Return all of the entries, keeping every word and mark as it is.
▼
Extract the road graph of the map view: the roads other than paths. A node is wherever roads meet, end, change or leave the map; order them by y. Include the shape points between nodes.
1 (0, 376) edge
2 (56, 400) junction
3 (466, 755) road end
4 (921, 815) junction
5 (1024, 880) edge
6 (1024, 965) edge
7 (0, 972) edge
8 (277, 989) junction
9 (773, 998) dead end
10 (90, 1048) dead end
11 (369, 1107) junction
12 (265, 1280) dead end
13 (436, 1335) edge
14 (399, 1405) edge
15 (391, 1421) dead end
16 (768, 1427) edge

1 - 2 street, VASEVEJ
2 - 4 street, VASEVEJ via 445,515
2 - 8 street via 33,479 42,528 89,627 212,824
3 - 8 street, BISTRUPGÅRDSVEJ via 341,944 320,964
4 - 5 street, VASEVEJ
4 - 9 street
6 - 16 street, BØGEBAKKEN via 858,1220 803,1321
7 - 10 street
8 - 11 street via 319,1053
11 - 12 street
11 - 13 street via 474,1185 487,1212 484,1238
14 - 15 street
▲
* [Solution to this problem]:
Extract the road graph of the map view: the roads other than paths. A node is wherever roads meet, end, change or leave the map; order them by y. Include the shape points between nodes.
1 (0, 376) edge
2 (56, 400) junction
3 (466, 755) road end
4 (921, 815) junction
5 (1024, 880) edge
6 (1024, 965) edge
7 (0, 972) edge
8 (277, 989) junction
9 (773, 998) dead end
10 (90, 1048) dead end
11 (369, 1107) junction
12 (265, 1280) dead end
13 (436, 1335) edge
14 (399, 1405) edge
15 (391, 1421) dead end
16 (768, 1427) edge

1 - 2 street, VASEVEJ
2 - 4 street, VASEVEJ via 445,515
2 - 8 street via 33,479 42,528 89,627 212,824
3 - 8 street, BISTRUPGÅRDSVEJ via 341,944 320,964
4 - 5 street, VASEVEJ
4 - 9 street
6 - 16 street, BØGEBAKKEN via 858,1220 803,1321
7 - 10 street
8 - 11 street via 319,1053
11 - 12 street
11 - 13 street via 474,1185 487,1212 484,1238
14 - 15 street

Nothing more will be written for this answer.